I found phono cartridges handmade by a Japanese designer named Mr.Koetsu. The phono cartridges were made out of agate blocks and he would mount the moving coils inside the phono cartridge. It was all crazy and I love it. But you know, once again in the modern age, I’ve designed speakers for myself. Things get better, things improve, and you need to keep an open mind. So, my theory now is…one of the artists I’m listening to that I really enjoy is a woman named Caroline Polachek. She’s American, but Polachek is what, an Eastern European name?
Sounds like that definitely.
If you get a chance, listen to her, she’s on Spotify. The new record, to me is beautifully mixed, and three-dimensional. I can’t say enough nice things about whoever recorded it.

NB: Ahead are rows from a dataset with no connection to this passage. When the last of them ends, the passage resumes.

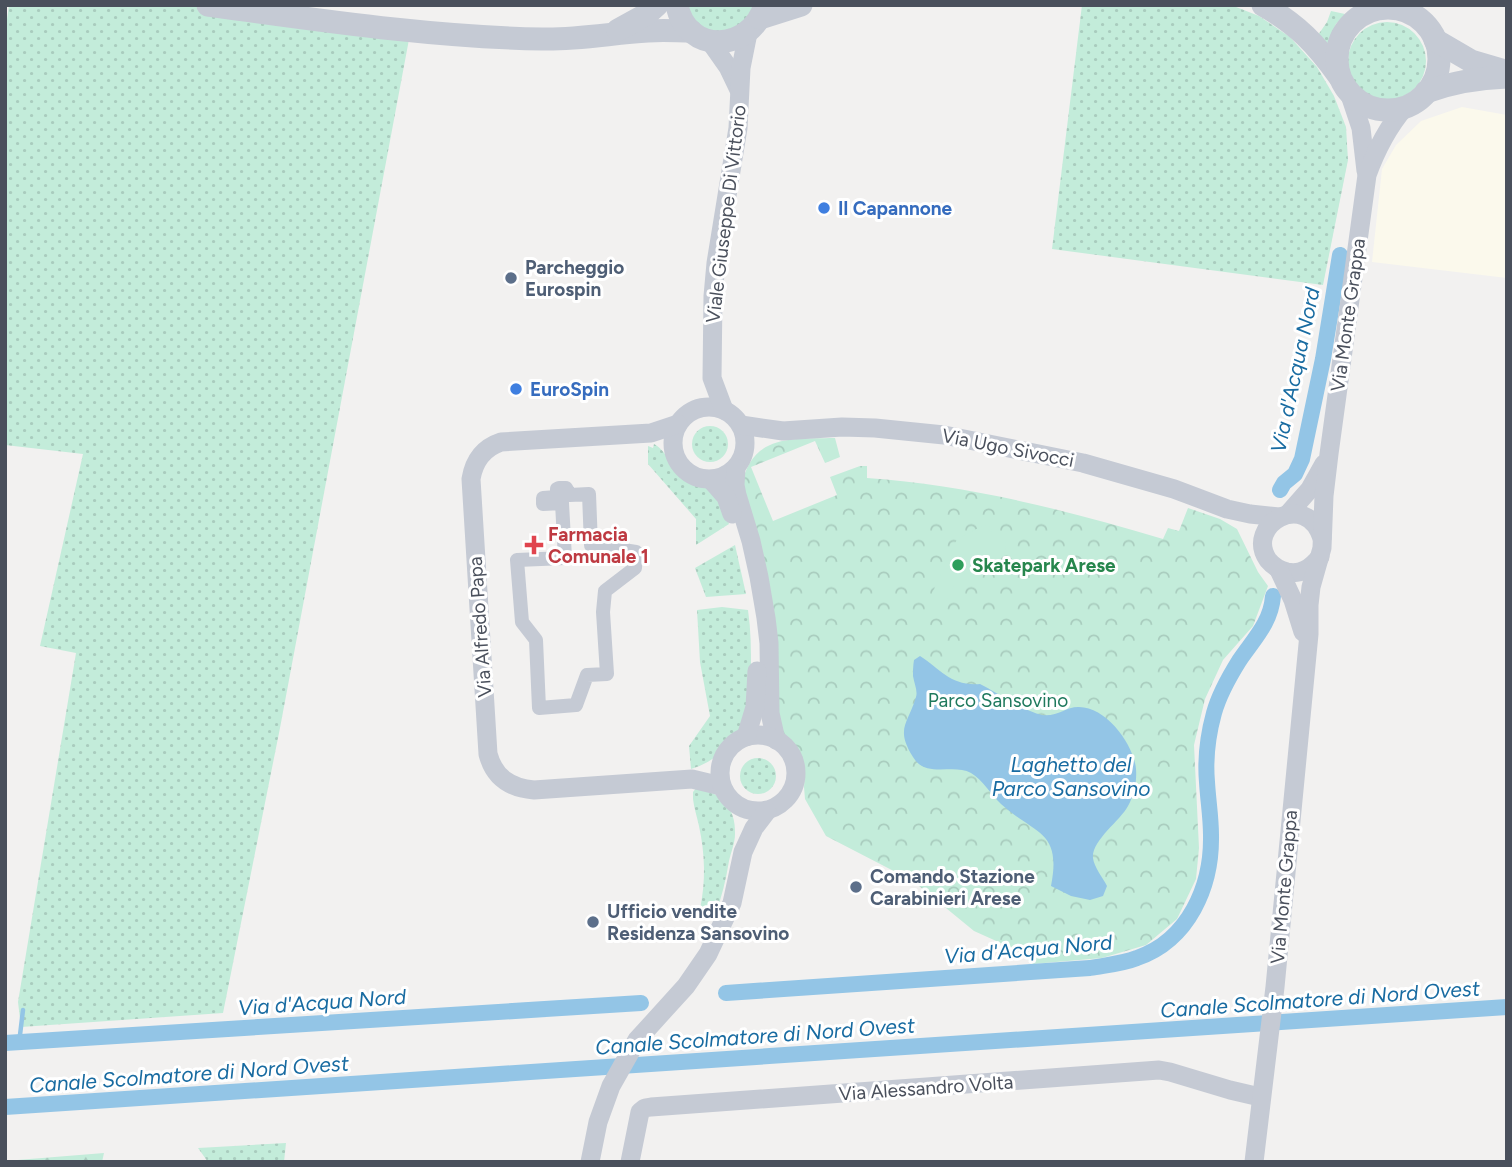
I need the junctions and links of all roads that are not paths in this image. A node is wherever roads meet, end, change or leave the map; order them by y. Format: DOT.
graph roads {
  1 [pos="208,5"];
  2 [pos="657,5"];
  3 [pos="677,5"];
  4 [pos="801,5"];
  5 [pos="1263,5"];
  6 [pos="1353,5"];
  7 [pos="1381,9"];
  8 [pos="758,19"];
  9 [pos="606,35"];
  10 [pos="700,36"];
  11 [pos="1435,40"];
  12 [pos="1507,71"];
  13 [pos="1507,77"];
  14 [pos="1344,85"];
  15 [pos="740,92"];
  16 [pos="1426,92"];
  17 [pos="1405,107"];
  18 [pos="1367,176"];
  19 [pos="712,377"];
  20 [pos="697,409"];
  21 [pos="724,410"];
  22 [pos="678,424"];
  23 [pos="741,425"];
  24 [pos="783,431"];
  25 [pos="651,433"];
  26 [pos="673,446"];
  27 [pos="745,447"];
  28 [pos="1329,454"];
  29 [pos="736,468"];
  30 [pos="711,480"];
  31 [pos="1227,509"];
  32 [pos="1284,515"];
  33 [pos="1264,548"];
  34 [pos="1321,548"];
  35 [pos="1279,570"];
  36 [pos="605,591"];
  37 [pos="1307,654"];
  38 [pos="746,737"];
  39 [pos="776,740"];
  40 [pos="720,765"];
  41 [pos="692,779"];
  42 [pos="721,786"];
  43 [pos="736,805"];
  44 [pos="766,811"];
  45 [pos="743,852"];
  46 [pos="1260,1097"];
  47 [pos="590,1162"];
  48 [pos="630,1162"];
  49 [pos="1254,1162"];
  1 -- 9 [label="street"];
  2 -- 9 [label="street"];
  3 -- 10 [label="street"];
  4 -- 8 [label="street"];
  5 -- 14 [label="street"];
  6 -- 7 [label="street"];
  7 -- 11 [label="street"];
  7 -- 14 [label="street"];
  8 -- 10 [label="street"];
  8 -- 15 [label="street, Viale Giuseppe Di Vittorio"];
  9 -- 10 [label="street"];
  10 -- 15 [label="street, Viale Giuseppe Di Vittorio"];
  11 -- 12 [label="street"];
  11 -- 16 [label="street"];
  13 -- 16 [label="street"];
  14 -- 17 [label="street"];
  14 -- 18 [label="street, Via Monte Grappa"];
  15 -- 19 [label="street, Viale Giuseppe Di Vittorio"];
  16 -- 17 [label="street"];
  17 -- 18 [label="street, Via Monte Grappa"];
  18 -- 28 [label="street, Via Monte Grappa"];
  19 -- 20 [label="street, Viale Giuseppe Di Vittorio"];
  19 -- 21 [label="street, Viale Giuseppe Di Vittorio"];
  20 -- 21 [label="street"];
  20 -- 22 [label="street"];
  21 -- 23 [label="street"];
  22 -- 25 [label="street, Via Alfredo Papa"];
  22 -- 26 [label="street"];
  23 -- 24 [label="street, Via Ugo Sivocci"];
  23 -- 27 [label="street"];
  24 -- 27 [label="street, Via Ugo Sivocci"];
  24 -- 31 [label="street, Via Ugo Sivocci"];
  25 -- 26 [label="street"];
  25 -- 41 [label="street, Via Alfredo Papa"];
  26 -- 30 [label="street"];
  27 -- 29 [label="street"];
  28 -- 32 [label="street, Via Monte Grappa"];
  28 -- 34 [label="street, Via Monte Grappa"];
  29 -- 30 [label="street"];
  29 -- 39 [label="street"];
  30 -- 38 [label="street"];
  31 -- 32 [label="street, Via Ugo Sivocci"];
  31 -- 33 [label="street, Via Ugo Sivocci"];
  32 -- 33 [label="street"];
  32 -- 34 [label="street"];
  33 -- 35 [label="street"];
  34 -- 35 [label="street"];
  34 -- 37 [label="street, Via Monte Grappa"];
  35 -- 37 [label="street, Via Monte Grappa"];
  36 -- 36 [label="street"];
  37 -- 46 [label="street, Via Monte Grappa"];
  38 -- 39 [label="street"];
  38 -- 40 [label="street"];
  39 -- 44 [label="street"];
  40 -- 41 [label="street, Via Alfredo Papa"];
  40 -- 42 [label="street"];
  41 -- 42 [label="street, Via Alfredo Papa"];
  42 -- 43 [label="street"];
  43 -- 44 [label="street"];
  43 -- 45 [label="street"];
  44 -- 45 [label="street"];
  45 -- 47 [label="street"];
  46 -- 48 [label="street, Via Alessandro Volta"];
  46 -- 49 [label="street, Via Monte Grappa"];
}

Back in the 90s, by accident, Kurt Cobain rediscovered the Super Distortion and that was the pickup of choice on a lot of the recordings. We had no direct relationship at that point. Later on, Steve was corresponding with them working on the Fender guitar, but he liked Super Distortions in the way they sounded. So, my feeling is: Well, I’m glad, and what can we do to help? So that’s kind of my position on everything. Now, DiMarzio is a multilayered company, and we’re really about producing the highest quality we can for the guitar and doing our best to help and promote our artists to have their own goals realized.
Thank you, Larry, for this conversation, it was really great to hear all this stuff, your impact is significant. As far as I know, you soon have your birthday, so allow me to wish, on behalf of our magazine and its readers, our best regards and best wishes for you – keep on rocking! It was great to go with you through this vast history of the scene, and the Super Distortion in particular. I really appreciate that.
My pleasure. I hope you had as much fun as I did!